Work instructions -> Scan the entries for the word "Drive", and copy every line where it appears.

(Collected data entries)
§ §
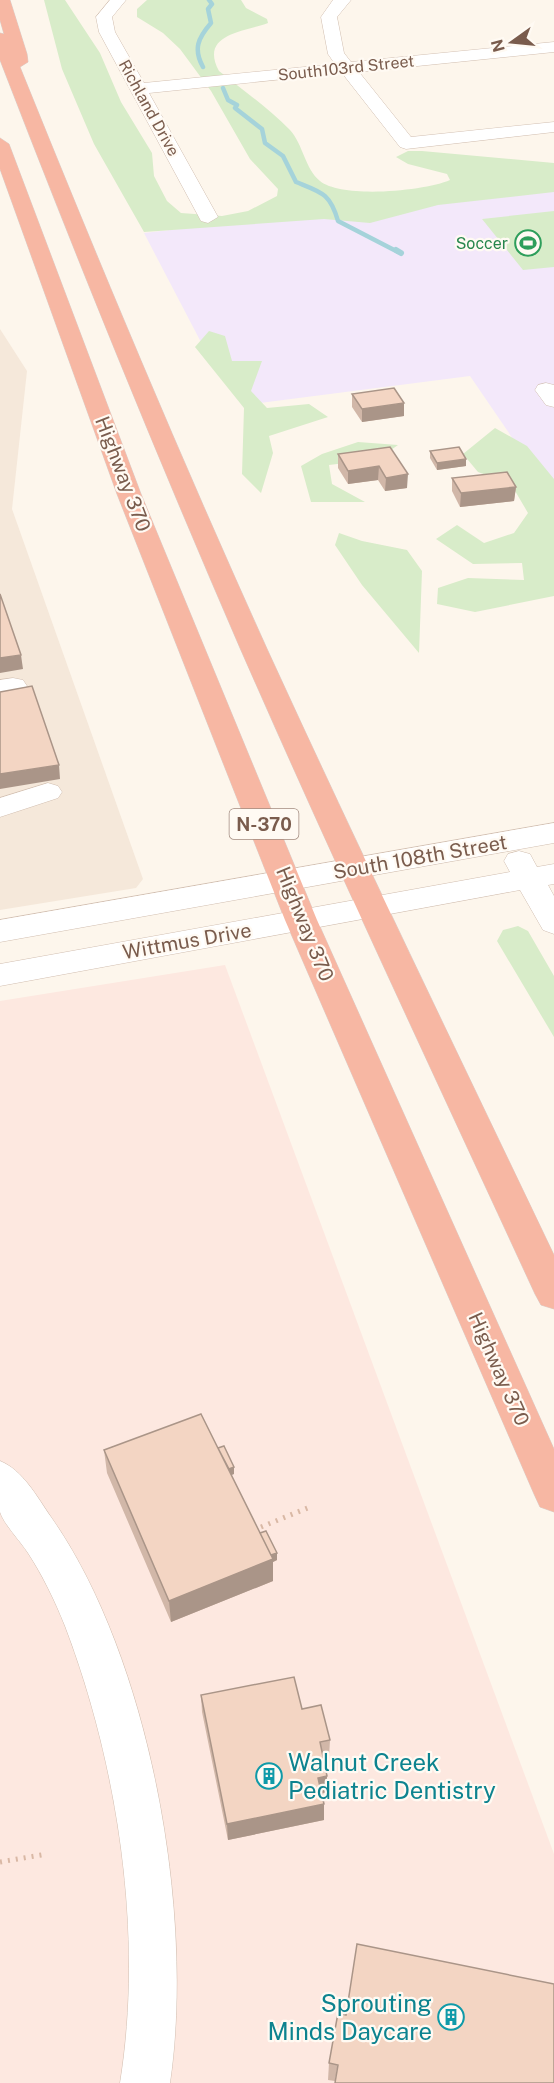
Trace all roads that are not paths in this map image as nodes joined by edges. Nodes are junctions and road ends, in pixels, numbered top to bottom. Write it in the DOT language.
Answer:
graph roads {
  1 [pos="2,0"];
  2 [pos="118,0"];
  3 [pos="343,0"];
  4 [pos="0,38"];
  5 [pos="554,47"];
  6 [pos="0,61"];
  7 [pos="347,68"];
  8 [pos="17,81"];
  9 [pos="138,88"];
  10 [pos="554,127"];
  11 [pos="0,144"];
  12 [pos="208,217"];
  13 [pos="48,792"];
  14 [pos="0,808"];
  15 [pos="554,833"];
  16 [pos="355,868"];
  17 [pos="533,869"];
  18 [pos="287,881"];
  19 [pos="373,907"];
  20 [pos="301,920"];
  21 [pos="554,922"];
  22 [pos="0,931"];
  23 [pos="0,975"];
  24 [pos="554,1294"];
  25 [pos="0,1479"];
  26 [pos="554,1494"];
  27 [pos="145,2083"];
  1 -- 8 [label="highway"];
  2 -- 9 [label="street, Richland Drive"];
  3 -- 7 [label="street"];
  4 -- 8 [label="highway, N-370"];
  5 -- 7 [label="street, South103rd Street"];
  6 -- 8 [label="highway"];
  7 -- 9 [label="street, South103rd Street"];
  7 -- 10 [label="street"];
  8 -- 16 [label="highway, N-370"];
  9 -- 12 [label="street, Richland Drive"];
  11 -- 18 [label="highway, Highway 370 / N-370"];
  13 -- 14 [label="street"];
  15 -- 16 [label="street, South 108th Street"];
  16 -- 18 [label="street, South 108th Street"];
  16 -- 19 [label="highway, N-370"];
  17 -- 19 [label="street, South 108th Street"];
  17 -- 21 [label="street"];
  18 -- 20 [label="highway, Highway 370 / N-370"];
  18 -- 22 [label="street"];
  19 -- 20 [label="street, Wittmus Drive"];
  19 -- 24 [label="highway, N-370"];
  20 -- 23 [label="street, Wittmus Drive"];
  20 -- 26 [label="highway, Highway 370 / N-370"];
  25 -- 27 [label="street"];
}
§ §
Result of the task ->
  2 -- 9 [label="street, Richland Drive"];
  9 -- 12 [label="street, Richland Drive"];
  19 -- 20 [label="street, Wittmus Drive"];
  20 -- 23 [label="street, Wittmus Drive"];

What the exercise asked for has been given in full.